Dan saat beranjak remaja, aku mulai hobi nonton. Dari sinetron hingga film layar lebar, aku menyukainya. Aku selalu mencuri-curi waktu untuk menonton. Senakin sering menonton, aku semakin lihai menemukan perbedaan-perbedaan dari setiap filmnya. Jadi, aku mulai belajar membanding-bandingkan film satu dengan yang lainnya, untuk menemukan kelebihan dan kekurangan film-film tersebut. Aku pun jadi berpikir untuk membuatnya sendiri suatu saat nanti. Dan tentu saja mimpiku mendukungku. Dia ingin menjadi Sutradara.
Ku rasa itu adalah satu-satunya mimpi yang ingin sekali kuwujudkan. Aku merencanakan untuk kuliah di bidang perfilman setelah SMA nanti. Akan tetapi, di tahun aku lulus SMA, yang mana aku bersekolah di sebuah pondok pesantren (SMP-SMA), saat itu mulai terjadi pembenahan sistem untuk kembali ke sistem pesantren seutuhnya. Jadi berlakulah 'Pengabdian Wajib' satu tahun untuk seluruh siswa-siswi akhir setelah menamatkan sekolah menengah atas. 
Hampir semua teman-temanku mengeluh tentang itu. 'Bagaimana kuliahnya?' atau 'Kan tidak ada diperjanjian awal masuk!' atau statement lain sudah dikeluhkan semua orang saat itu.
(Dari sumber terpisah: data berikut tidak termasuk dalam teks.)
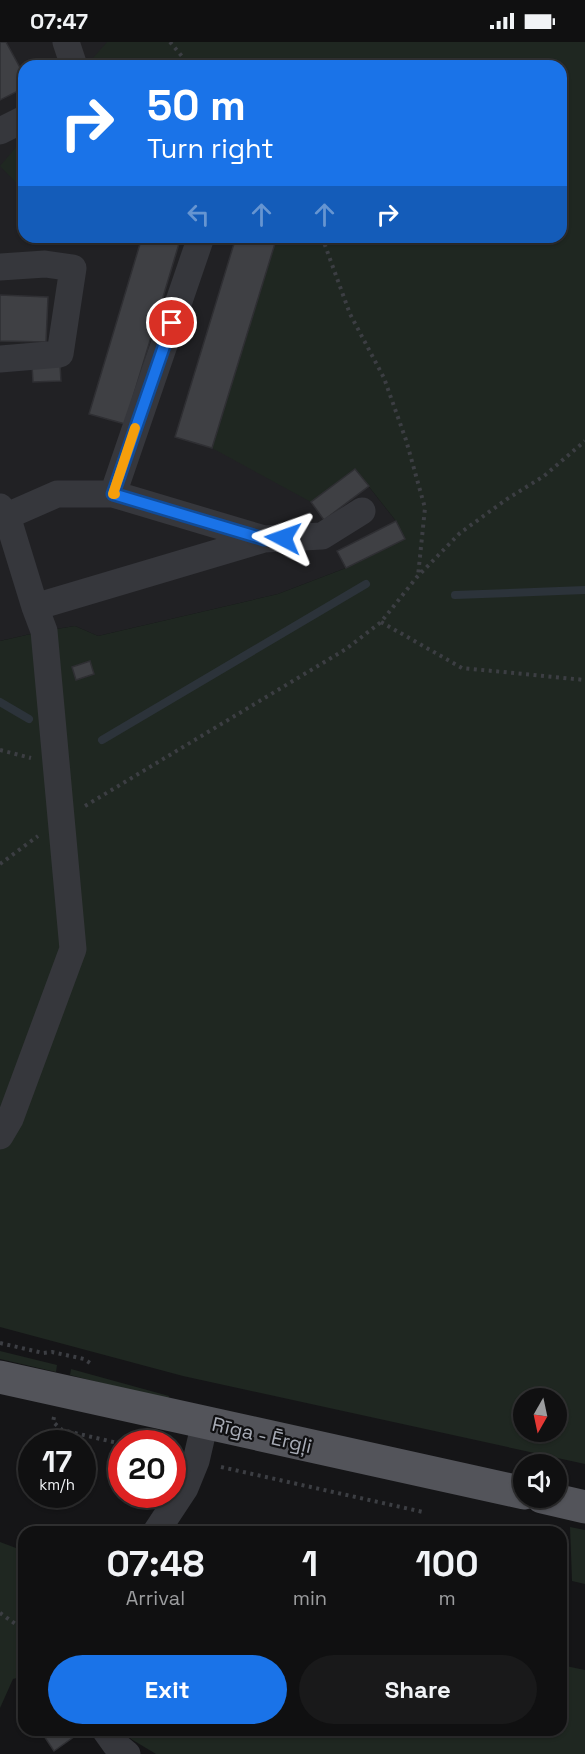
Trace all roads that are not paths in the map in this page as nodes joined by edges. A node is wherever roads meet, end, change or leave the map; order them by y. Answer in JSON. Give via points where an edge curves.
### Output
{"nodes":[{"id":1,"x":66,"y":42,"type":"edge"},
{"id":2,"x":72,"y":60,"type":"edge"},
{"id":3,"x":18,"y":122,"type":"edge"},
{"id":4,"x":0,"y":131,"type":"edge"},
{"id":5,"x":199,"y":243,"type":"edge"},
{"id":6,"x":0,"y":267,"type":"edge"},
{"id":7,"x":0,"y":359,"type":"edge"},
{"id":8,"x":113,"y":494,"type":"junction"},
{"id":9,"x":4,"y":511,"type":"edge"},
{"id":10,"x":362,"y":511,"type":"dead end"},
{"id":11,"x":264,"y":539,"type":"junction"},
{"id":12,"x":35,"y":607,"type":"junction"},
{"id":13,"x":0,"y":1136,"type":"edge"},
{"id":14,"x":0,"y":1377,"type":"edge"},
{"id":15,"x":205,"y":1422,"type":"junction"},
{"id":16,"x":513,"y":1491,"type":"edge"},
{"id":17,"x":567,"y":1503,"type":"edge"},
{"id":18,"x":585,"y":1507,"type":"edge"},
{"id":19,"x":160,"y":1526,"type":"edge"},
{"id":20,"x":109,"y":1736,"type":"edge"},
{"id":21,"x":127,"y":1754,"type":"edge"}],
"edges":[{"from":1,"to":2,"type":"street"},
{"from":3,"to":4,"type":"street"},
{"from":5,"to":8,"type":"street"},
{"from":6,"to":7,"type":"street","via":[[45,264],[73,268],[60,354]]},
{"from":8,"to":9,"type":"street","via":[[57,494]]},
{"from":8,"to":11,"type":"street"},
{"from":9,"to":12,"type":"street"},
{"from":10,"to":11,"type":"street","via":[[322,536]]},
{"from":11,"to":12,"type":"street"},
{"from":12,"to":13,"type":"street","via":[[44,631],[73,949],[10,1119]]},
{"from":14,"to":15,"type":"main road","name":"Rīga - Ērgļi"},
{"from":15,"to":16,"type":"main road","name":"Rīga - Ērgļi"},
{"from":15,"to":19,"type":"street","via":[[185,1488]]},
{"from":17,"to":18,"type":"main road"},
{"from":20,"to":21,"type":"street"}]}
Yaaaa... tentu saja itu wajar karena masih asing. Tapi ujung ceritanya, semua teman-temanku menaati peraturan itu, dan jadilah kami tidak langsung kuliah setelah SMA, tetapi mengabdikan diri selama satu tahun dengan mengajar di Pondok kami, atau pondok-pondok lain yang telah ditetapkan.
Aku juga jadinya mengubah rencanaku yang sudah kuatur matang-matang, jauh sebelum lulus. Aku memutuskan untuk belajar giat selama setahun itu untuk nantinya bisa diterima di universitas yang aku impikan. Akan tetapi diujung masa pengabdianku, aku mulai merenung kembali tentang tujuan dari keputusanku yang sudah bulat itu. Aku berdiskusi dengan mimpiku sendiri. Dia bertanya padaku tentang apa tujuanku ingin belajar perfilman. Aku katakan padanya bahwa aku ingin menginspirasi banyak orang dengan film-filmku nantinya. Singkatnya, aku ingin memberi manfaat untuk banyak orang melalui karyaku. Lalu dia menatapku dan merangkul bahuku, "Anggun, kalau memang benar ingin memberi manfaat untuk orang banyak, maka yang kamu lakukan sekarang itu manfaatnya lebih besar dari membuat film. Diluar sana sudah banyak orang yang melakukan hal itu untukmu."  Aku terdiam. Aku dan mimpi-mimpiku itu bersaudara. Kami tumbuh bersama-sama. Dan terkadang, dia lebih mengerti aku dari diriku sendiri. Itulah kenapa aku tetap bersikeras mengatakan 'kami bersaudara'. Aduh. Ini kenapa jadi tidak jelas ya? Akhhhh! Intinya, aku pun tidak jadi mengambil kuliah perfilman dan memutuskan untuk tetap mengabdi!

No comments:

Post a Comment

Apa Itu Iman?

Iman menurut bahasa memiliki arti  pembenaran dengan hati.  Sedangkan menurut istilah, iman berarti: تَصْدِيْقٌ بِالقَلْبِ، وَتَقْر...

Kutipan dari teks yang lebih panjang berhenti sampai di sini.